_Task objective_: Taking the entries below from the top, restate each line exactly and end with the line containing "0 882 translate 1 -1 scale".
##### Input material
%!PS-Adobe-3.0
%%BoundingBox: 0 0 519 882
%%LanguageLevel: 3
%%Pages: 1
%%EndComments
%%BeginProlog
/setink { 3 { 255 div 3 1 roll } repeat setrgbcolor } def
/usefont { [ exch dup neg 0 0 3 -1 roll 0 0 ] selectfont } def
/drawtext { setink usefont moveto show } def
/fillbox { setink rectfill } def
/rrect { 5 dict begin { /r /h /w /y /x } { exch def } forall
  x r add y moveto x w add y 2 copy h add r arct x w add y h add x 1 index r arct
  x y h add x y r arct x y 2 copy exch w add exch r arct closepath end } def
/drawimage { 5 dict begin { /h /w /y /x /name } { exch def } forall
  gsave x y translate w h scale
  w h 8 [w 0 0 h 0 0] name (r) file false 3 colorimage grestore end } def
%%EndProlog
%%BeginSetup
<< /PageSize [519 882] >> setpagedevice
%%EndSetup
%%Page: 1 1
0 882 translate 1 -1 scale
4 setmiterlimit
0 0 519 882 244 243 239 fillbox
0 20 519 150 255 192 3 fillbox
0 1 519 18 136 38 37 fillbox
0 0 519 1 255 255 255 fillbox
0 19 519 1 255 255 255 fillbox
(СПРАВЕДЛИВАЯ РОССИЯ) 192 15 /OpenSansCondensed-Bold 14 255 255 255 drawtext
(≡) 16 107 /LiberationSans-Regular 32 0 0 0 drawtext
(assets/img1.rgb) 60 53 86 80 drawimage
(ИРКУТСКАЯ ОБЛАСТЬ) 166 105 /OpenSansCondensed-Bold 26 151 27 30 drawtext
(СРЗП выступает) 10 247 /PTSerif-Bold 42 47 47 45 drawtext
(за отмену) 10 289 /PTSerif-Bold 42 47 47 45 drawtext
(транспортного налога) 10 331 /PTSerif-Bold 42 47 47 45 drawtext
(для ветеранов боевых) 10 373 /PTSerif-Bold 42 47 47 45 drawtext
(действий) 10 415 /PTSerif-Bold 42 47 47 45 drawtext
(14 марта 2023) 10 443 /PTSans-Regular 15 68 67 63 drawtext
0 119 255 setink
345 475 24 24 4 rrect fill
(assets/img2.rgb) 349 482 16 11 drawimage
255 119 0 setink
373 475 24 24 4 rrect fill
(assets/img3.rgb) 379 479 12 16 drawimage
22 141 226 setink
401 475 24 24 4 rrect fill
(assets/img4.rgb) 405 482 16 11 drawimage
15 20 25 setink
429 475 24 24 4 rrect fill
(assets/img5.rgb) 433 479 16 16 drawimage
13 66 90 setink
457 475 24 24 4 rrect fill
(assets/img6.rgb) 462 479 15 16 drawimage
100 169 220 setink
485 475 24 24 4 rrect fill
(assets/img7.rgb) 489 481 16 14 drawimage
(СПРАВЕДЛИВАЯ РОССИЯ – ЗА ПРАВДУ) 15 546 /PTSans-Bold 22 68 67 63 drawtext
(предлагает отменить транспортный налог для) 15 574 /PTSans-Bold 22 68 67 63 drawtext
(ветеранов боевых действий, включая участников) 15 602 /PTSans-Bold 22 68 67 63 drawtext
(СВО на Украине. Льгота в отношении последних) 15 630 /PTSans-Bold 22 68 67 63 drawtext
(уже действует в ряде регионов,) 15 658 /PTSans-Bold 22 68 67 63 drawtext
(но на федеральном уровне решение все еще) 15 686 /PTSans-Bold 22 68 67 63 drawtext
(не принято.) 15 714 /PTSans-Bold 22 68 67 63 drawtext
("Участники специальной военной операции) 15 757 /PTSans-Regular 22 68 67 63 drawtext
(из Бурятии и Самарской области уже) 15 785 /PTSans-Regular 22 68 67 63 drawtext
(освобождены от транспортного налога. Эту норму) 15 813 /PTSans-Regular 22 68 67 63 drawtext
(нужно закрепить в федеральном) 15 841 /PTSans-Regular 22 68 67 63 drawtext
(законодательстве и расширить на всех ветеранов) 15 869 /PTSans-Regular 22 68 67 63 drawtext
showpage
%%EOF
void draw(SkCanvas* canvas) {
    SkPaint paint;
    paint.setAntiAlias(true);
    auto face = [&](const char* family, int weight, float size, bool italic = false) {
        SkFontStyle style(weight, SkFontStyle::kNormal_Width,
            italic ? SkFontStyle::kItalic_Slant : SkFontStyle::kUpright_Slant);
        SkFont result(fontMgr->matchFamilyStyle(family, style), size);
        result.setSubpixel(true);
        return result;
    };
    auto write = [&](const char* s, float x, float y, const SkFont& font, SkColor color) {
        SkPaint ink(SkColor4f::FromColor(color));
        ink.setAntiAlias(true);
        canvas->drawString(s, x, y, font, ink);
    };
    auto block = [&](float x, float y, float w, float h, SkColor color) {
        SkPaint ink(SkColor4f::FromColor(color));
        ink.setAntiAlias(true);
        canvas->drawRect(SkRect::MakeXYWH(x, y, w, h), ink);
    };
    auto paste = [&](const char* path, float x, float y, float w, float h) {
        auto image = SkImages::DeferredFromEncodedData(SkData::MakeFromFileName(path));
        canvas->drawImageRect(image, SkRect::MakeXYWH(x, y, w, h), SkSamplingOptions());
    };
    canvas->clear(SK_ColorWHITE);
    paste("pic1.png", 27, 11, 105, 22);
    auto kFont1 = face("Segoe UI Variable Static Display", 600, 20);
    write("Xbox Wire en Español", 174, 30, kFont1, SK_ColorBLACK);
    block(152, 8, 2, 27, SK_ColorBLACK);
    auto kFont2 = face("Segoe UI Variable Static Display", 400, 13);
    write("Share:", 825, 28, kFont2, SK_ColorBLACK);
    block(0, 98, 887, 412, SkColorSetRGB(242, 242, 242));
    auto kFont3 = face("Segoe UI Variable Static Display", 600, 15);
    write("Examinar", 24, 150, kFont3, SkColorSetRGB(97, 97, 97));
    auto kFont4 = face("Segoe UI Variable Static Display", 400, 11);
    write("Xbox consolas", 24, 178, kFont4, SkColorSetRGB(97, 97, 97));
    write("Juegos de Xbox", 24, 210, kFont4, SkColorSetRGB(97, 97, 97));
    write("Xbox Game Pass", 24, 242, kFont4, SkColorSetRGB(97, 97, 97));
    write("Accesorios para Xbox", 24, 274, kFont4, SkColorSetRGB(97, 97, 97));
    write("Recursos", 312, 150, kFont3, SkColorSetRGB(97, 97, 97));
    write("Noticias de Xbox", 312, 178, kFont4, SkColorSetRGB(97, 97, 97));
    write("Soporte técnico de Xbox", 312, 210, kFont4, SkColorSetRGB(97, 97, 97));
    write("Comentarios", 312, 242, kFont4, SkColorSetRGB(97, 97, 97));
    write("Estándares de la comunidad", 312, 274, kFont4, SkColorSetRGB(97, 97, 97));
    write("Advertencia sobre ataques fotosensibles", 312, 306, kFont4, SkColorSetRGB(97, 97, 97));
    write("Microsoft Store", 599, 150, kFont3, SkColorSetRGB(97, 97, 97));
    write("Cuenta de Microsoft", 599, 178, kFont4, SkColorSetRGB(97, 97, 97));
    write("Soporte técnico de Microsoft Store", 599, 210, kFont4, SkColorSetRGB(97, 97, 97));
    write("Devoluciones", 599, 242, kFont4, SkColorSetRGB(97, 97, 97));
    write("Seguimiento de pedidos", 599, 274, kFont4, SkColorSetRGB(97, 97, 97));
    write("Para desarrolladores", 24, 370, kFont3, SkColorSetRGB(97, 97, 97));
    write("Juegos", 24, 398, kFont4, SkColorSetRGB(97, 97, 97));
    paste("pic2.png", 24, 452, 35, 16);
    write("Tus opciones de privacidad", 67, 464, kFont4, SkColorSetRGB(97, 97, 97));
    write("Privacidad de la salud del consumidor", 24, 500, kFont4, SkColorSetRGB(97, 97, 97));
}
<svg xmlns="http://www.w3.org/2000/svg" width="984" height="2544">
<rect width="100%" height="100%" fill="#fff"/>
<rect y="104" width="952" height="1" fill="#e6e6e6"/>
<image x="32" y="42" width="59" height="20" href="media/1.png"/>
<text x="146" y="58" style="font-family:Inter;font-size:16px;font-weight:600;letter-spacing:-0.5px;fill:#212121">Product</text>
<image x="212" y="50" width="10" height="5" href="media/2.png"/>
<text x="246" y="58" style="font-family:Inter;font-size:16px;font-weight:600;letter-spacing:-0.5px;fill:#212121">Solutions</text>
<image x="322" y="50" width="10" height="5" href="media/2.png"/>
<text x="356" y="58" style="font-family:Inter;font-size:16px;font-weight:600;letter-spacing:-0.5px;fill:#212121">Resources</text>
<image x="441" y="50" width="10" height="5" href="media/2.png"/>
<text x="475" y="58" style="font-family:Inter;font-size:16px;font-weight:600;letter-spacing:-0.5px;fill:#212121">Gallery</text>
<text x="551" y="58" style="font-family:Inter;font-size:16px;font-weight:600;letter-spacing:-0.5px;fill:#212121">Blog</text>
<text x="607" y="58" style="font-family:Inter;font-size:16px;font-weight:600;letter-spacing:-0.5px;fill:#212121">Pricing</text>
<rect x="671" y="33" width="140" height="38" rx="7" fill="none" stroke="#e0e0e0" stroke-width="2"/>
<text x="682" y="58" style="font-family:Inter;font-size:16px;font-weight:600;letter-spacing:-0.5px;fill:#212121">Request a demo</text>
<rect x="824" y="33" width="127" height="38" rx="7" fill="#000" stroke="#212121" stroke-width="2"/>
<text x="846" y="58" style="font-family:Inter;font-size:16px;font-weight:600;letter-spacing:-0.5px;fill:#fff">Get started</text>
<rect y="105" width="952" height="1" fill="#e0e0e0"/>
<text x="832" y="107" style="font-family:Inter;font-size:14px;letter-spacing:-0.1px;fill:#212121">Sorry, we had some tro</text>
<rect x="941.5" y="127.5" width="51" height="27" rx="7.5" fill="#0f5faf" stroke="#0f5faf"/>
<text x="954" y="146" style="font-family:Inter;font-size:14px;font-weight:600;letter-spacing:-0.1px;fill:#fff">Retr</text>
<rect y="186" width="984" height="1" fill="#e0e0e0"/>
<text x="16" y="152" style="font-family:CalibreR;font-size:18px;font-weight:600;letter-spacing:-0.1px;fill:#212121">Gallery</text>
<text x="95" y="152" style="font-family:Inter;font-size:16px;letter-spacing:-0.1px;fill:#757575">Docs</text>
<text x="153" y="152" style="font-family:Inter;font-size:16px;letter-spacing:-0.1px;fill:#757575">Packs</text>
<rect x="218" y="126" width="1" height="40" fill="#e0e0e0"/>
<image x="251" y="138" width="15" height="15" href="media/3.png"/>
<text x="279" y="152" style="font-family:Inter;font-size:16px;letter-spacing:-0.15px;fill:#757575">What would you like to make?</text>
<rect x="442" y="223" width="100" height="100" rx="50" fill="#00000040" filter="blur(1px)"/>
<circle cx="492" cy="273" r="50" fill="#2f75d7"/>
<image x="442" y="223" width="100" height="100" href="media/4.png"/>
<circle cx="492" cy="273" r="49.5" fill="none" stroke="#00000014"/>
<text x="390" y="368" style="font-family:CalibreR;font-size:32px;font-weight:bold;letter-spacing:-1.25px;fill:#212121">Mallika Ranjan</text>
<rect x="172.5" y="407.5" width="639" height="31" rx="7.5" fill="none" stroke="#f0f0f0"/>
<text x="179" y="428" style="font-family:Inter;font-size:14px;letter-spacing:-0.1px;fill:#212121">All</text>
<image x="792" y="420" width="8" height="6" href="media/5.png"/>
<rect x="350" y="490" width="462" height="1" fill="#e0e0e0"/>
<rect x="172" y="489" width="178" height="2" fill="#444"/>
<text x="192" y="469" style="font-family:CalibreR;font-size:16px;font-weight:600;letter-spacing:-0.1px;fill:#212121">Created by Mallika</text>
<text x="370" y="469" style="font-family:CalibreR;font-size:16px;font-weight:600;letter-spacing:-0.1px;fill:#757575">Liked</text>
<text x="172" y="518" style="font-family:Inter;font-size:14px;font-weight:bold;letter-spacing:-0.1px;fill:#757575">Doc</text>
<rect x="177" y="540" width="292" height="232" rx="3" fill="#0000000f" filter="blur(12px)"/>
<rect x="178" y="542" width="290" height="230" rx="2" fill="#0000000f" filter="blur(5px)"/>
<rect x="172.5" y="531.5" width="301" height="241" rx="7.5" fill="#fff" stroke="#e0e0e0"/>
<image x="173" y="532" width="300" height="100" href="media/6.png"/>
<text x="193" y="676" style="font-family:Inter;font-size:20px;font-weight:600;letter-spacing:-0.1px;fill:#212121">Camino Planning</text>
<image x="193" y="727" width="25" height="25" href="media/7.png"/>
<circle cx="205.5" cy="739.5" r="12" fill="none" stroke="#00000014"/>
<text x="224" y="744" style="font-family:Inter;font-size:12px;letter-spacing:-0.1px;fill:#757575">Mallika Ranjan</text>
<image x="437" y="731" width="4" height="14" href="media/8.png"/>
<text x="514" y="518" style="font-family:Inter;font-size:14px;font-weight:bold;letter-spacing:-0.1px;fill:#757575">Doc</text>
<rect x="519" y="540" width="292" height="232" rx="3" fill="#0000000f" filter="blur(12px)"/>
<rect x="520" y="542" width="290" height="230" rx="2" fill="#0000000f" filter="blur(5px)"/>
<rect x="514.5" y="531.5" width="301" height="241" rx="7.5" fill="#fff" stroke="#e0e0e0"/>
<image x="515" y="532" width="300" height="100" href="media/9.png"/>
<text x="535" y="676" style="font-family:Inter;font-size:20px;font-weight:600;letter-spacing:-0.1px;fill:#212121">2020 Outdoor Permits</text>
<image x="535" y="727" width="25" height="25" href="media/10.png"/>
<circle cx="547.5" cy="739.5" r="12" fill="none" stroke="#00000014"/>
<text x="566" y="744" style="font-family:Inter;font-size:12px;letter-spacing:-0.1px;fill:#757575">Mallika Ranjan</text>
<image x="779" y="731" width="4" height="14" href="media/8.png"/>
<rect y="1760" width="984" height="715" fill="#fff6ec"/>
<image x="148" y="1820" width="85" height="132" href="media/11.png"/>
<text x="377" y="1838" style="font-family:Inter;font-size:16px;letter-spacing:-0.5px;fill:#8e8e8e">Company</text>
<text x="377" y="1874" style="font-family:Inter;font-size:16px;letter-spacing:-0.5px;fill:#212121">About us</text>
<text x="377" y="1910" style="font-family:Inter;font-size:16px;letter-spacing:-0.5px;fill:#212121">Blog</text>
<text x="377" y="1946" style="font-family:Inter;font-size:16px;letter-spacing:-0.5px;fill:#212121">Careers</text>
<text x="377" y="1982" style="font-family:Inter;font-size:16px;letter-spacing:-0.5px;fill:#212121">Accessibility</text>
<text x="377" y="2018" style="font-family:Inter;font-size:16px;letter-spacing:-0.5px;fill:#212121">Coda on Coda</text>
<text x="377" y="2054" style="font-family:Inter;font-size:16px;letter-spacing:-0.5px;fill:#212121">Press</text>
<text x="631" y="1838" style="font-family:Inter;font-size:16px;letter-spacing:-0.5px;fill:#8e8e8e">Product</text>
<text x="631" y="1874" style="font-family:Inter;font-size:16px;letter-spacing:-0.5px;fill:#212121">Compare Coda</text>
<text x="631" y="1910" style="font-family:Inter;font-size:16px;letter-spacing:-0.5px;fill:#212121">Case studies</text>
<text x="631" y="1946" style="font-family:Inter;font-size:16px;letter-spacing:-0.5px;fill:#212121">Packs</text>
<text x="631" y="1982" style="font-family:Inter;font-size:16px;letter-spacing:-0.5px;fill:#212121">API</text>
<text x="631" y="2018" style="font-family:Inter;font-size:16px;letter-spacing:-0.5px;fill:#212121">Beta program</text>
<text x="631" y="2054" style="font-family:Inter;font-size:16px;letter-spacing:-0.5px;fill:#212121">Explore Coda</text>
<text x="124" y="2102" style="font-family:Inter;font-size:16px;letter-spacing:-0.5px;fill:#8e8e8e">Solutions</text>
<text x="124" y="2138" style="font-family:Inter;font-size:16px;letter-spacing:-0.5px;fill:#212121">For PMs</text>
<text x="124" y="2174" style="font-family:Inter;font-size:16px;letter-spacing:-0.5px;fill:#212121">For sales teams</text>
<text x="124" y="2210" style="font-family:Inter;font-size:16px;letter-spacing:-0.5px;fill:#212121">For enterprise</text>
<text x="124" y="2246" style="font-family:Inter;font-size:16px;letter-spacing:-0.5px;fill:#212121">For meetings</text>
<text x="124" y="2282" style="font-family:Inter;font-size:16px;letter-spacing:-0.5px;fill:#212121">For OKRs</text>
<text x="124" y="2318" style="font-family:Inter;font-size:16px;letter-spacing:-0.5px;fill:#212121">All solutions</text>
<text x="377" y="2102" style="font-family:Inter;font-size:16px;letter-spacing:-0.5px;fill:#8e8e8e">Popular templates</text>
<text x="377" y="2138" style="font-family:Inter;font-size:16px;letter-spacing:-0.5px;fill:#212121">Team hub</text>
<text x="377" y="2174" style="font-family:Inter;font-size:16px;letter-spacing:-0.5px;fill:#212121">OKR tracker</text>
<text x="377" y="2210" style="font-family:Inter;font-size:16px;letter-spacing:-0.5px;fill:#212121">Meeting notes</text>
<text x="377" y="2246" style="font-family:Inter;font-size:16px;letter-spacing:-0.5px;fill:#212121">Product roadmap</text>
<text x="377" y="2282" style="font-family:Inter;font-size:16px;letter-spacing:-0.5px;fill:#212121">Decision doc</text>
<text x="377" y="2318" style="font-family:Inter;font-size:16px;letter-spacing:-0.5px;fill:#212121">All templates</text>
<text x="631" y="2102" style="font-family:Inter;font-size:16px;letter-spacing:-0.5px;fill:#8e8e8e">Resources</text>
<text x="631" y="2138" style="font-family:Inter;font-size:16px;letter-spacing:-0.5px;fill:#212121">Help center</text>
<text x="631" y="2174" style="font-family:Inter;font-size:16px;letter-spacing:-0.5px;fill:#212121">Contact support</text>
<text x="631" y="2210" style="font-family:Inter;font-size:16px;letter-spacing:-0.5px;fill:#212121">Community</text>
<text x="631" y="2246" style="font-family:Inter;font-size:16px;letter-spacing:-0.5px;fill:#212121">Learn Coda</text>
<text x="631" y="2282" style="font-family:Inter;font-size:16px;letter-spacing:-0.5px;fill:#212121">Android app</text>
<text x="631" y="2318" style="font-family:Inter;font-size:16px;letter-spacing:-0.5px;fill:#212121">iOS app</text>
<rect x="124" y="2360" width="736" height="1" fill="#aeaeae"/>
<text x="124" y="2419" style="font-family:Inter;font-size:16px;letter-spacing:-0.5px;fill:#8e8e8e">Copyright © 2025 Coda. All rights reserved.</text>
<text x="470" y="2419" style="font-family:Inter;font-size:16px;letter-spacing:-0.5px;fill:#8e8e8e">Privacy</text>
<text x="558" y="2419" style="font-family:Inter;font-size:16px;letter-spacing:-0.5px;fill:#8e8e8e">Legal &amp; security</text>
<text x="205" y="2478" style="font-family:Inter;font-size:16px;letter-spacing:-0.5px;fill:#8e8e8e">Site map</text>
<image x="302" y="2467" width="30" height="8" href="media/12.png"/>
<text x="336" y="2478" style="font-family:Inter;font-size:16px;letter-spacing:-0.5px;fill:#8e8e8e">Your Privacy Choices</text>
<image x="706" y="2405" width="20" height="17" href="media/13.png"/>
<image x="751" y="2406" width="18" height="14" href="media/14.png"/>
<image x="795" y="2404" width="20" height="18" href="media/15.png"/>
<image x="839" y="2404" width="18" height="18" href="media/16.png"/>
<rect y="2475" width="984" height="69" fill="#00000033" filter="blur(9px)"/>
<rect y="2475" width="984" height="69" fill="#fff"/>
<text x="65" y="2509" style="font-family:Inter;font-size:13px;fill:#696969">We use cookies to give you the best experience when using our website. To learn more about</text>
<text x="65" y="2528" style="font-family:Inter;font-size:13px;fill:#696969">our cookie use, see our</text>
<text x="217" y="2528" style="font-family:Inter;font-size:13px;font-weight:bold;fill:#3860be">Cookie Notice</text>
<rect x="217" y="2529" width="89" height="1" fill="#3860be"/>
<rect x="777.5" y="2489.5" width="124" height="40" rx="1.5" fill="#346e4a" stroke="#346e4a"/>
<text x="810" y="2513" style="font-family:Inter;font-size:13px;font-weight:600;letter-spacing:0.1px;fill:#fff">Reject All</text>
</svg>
##########
_Reply to the exercise_:
%!PS-Adobe-3.0
%%BoundingBox: 0 0 519 882
%%LanguageLevel: 3
%%Pages: 1
%%EndComments
%%BeginProlog
/setink { 3 { 255 div 3 1 roll } repeat setrgbcolor } def
/usefont { [ exch dup neg 0 0 3 -1 roll 0 0 ] selectfont } def
/drawtext { setink usefont moveto show } def
/fillbox { setink rectfill } def
/rrect { 5 dict begin { /r /h /w /y /x } { exch def } forall
  x r add y moveto x w add y 2 copy h add r arct x w add y h add x 1 index r arct
  x y h add x y r arct x y 2 copy exch w add exch r arct closepath end } def
/drawimage { 5 dict begin { /h /w /y /x /name } { exch def } forall
  gsave x y translate w h scale
  w h 8 [w 0 0 h 0 0] name (r) file false 3 colorimage grestore end } def
%%EndProlog
%%BeginSetup
<< /PageSize [519 882] >> setpagedevice
%%EndSetup
%%Page: 1 1
0 882 translate 1 -1 scale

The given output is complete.